Ticket to Ride - Map Collection Volume 5 Review


What does this rating mean?

Posted by Raf on Apr 13, 2016

Ticket to Ride is a classic game whose now-iconic box graces many (dare I say most) gamers’ shelves. It’s immediately accessible, inoffensive, and playable both competitively and casually. For many people it makes it the ultimate gateway and a game they consistently pull off the shelf. For others, it might make the classic map of the USA a little...boring.

United Kingdom and Pennsylvania are not the first new maps to come along for this game of taking train routes across some geographical area. Europe came first, in a standalone version of the game. It added tunnels, ferries, and train stations and gave fans of the game a new system to figure out. Since then we’ve been all over the world, from India to the Netherlands, with each map bringing with it a new mechanic or strategic wrinkle to consider. None of them are dramatic, Ticket to Ride’s skeleton isn’t strong enough to support massive additions, but they all attempt to bring something new to your table.

Of the two maps in Map Collection 5, the United Kingdom map brings the most dramatic changes to the base game. At the beginning of the game, players can only claim 1 and 2-train routes around London. Anything longer or located in Ireland, Scotland, or Wales requires trading in some of your valuable wild locomotives to purchase a Technology that unlocks the appropriate ability. There is a good variety of technologies available, but starting with only 35 trains means that it’s rarely a good strategy to shoot for very many. Additionally, none of the technologies build off each other in a more traditional tech tree system. It’s possible to buy the technology that allows you to build 4-train routes without having the one that allows 3-train routes, which is a little weird. It ends up feeling like jumping through an arbitrary series of hoops rather than expanding your abilities, and when you consider that at the beginning of the game you can do fewer things than in a normal game of TTR, it seems odd for an “expansion”.
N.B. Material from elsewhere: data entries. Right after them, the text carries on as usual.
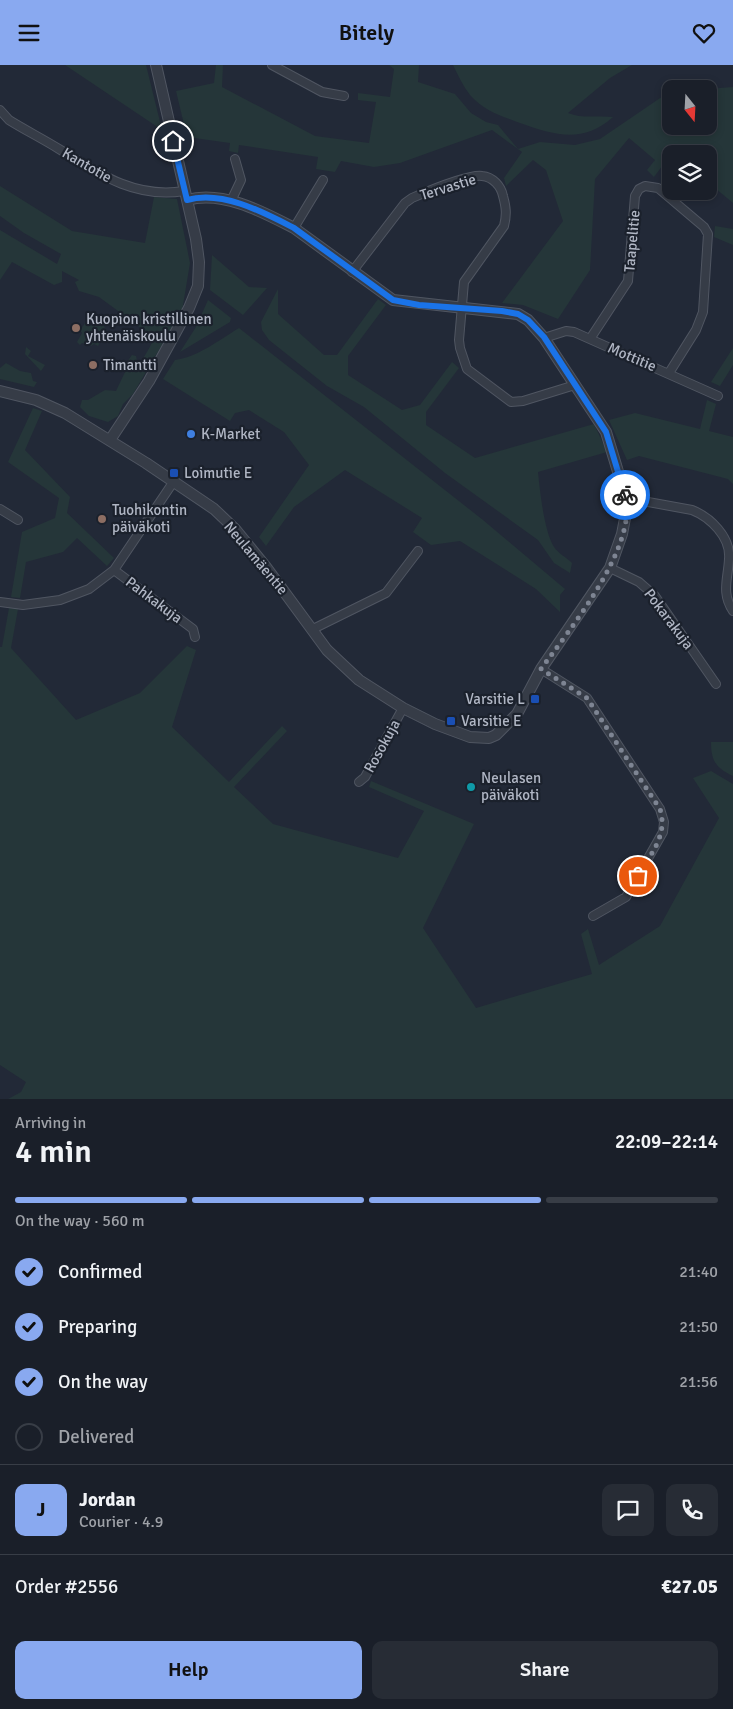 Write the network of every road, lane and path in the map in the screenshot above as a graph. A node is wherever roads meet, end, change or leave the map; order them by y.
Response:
1 (156, 65) edge
2 (272, 65) edge
3 (344, 96) dead end
4 (0, 110) edge
5 (235, 159) dead end
6 (323, 179) dead end
7 (186, 195) junction
8 (231, 201) junction
9 (294, 228) junction
10 (352, 272) junction
11 (462, 308) junction
12 (544, 337) junction
13 (590, 339) junction
14 (669, 373) junction
15 (575, 385) junction
16 (0, 391) edge
17 (718, 396) dead end
18 (110, 440) junction
19 (174, 481) junction
20 (626, 498) junction
21 (0, 509) edge
22 (18, 520) dead end
23 (418, 551) dead end
24 (610, 568) junction
25 (114, 570) junction
26 (0, 602) edge
27 (733, 611) edge
28 (313, 629) junction
29 (194, 633) dead end
30 (541, 669) junction
31 (716, 684) dead end
32 (403, 708) junction
33 (359, 782) dead end
34 (593, 916) dead end

1 - 7 street
2 - 3 street
4 - 7 street, Kantotie
5 - 8 street
6 - 9 street
7 - 8 street
7 - 18 street
8 - 9 street
9 - 10 street
10 - 11 street
10 - 11 street, Tervastie
11 - 12 street
11 - 15 street
12 - 13 street, Mottitie
12 - 15 street
13 - 14 street, Mottitie
13 - 14 street, Taapelitie
14 - 17 street, Mottitie
15 - 20 street
16 - 18 street, Neulamäentie
18 - 19 street, Neulamäentie
19 - 25 street
19 - 28 street, Neulamäentie
20 - 24 street
20 - 27 street
21 - 22 street
23 - 28 street
24 - 30 street
24 - 31 street, Pokarakuja
25 - 26 street
25 - 29 street, Pahkakuja
28 - 32 street, Neulamäentie
30 - 32 street, Neulamäentie
30 - 34 street
32 - 33 street, Rosokuja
That being said, the focus on small routes and fewer starting tracks ramps the speed of the game up and creates a very different strategy. As one friend put it, it “looks like a blocker’s map”. Having a handful of large sets of a single color is less valuable, and less important as a strategy, and puts more of a focus on completing lots of route cards. It also adds the ability to turn in any 4 train cards for a wild which is very helpful to ensure that you aren’t blocked out of technologies. It does little to ameliorate issues with the luck of the draw however, and it can definitely be frustrating to watch your opponents buy technologies with wild locomotives while you have to cash in piles of train cards because you got unlucky with the draw. It’s present in base TTR, but it can feel even more frustrating here, and if you hate games where turn after turn after turn is just people taking “2 off the top” then you may want to avoid this map.

On the other hand, the Pennsylvania map is far more enjoyable. Pennsylvania's new mechanic comes in the form of stocks. Most of the routes on the board have little symbols corresponding to various train companies operating in the region. Upon completing a route, you can opt to take a stock card from one of the companies tied to that route. At the end of the game, players will score bonus points based on how many cards from each company they have. Each company has different point values and a different quantity of cards, so there are some decisions involved in planning the long routes you need to complete your tickets. The old system of a 6-train route being worth more than two 3-train routes may not apply, if building those two routes can give you a majority share in a couple different stock companies.

While I do like the element of hidden scoring it adds, and the extra decision points, the stock cards do not go quite far enough to make this expansion exciting. Just Like the lack of a technology tree creates a less compelling technology system than I was hoping for, the stocks of Pennsylvania still suffer by being bound to Ticket to Ride’s basic system. There is only so much you can do to change your overall route because at the end of the day it’s rarely worth the points to pick up a few extra stock cards by risking negative points if you don’t complete your route. The stock cards become a system to squeeze the most out of what you’ve already been dealt, like a caboose that is along for the ride, rather than acting as the steam engine to your strategy. Oh, and please do not bother with 2 player Pennsylvania’s dummy player; it’s as unsatisfying as dummy players typically are.

All in all, this expansion’s biggest flaw is being rather unremarkable. It’s fine, but nothing special. I grew up about an hour and a half’s drive from Miami, and from time to time my friends and I would opt to take the local Tri-Rail instead of driving, thinking that it might be more fun to shake things up. Inevitably we’d shrug our shoulders and say “that was neat”, recognizing that Tri-Rail’s greatest asset was simply that it was a diversion from the norm. If you’re tired of putting plastic trains down from Seattle to New York, you could do worse than playing UK/Pennsylvania. You could do better as well, but you could do worse.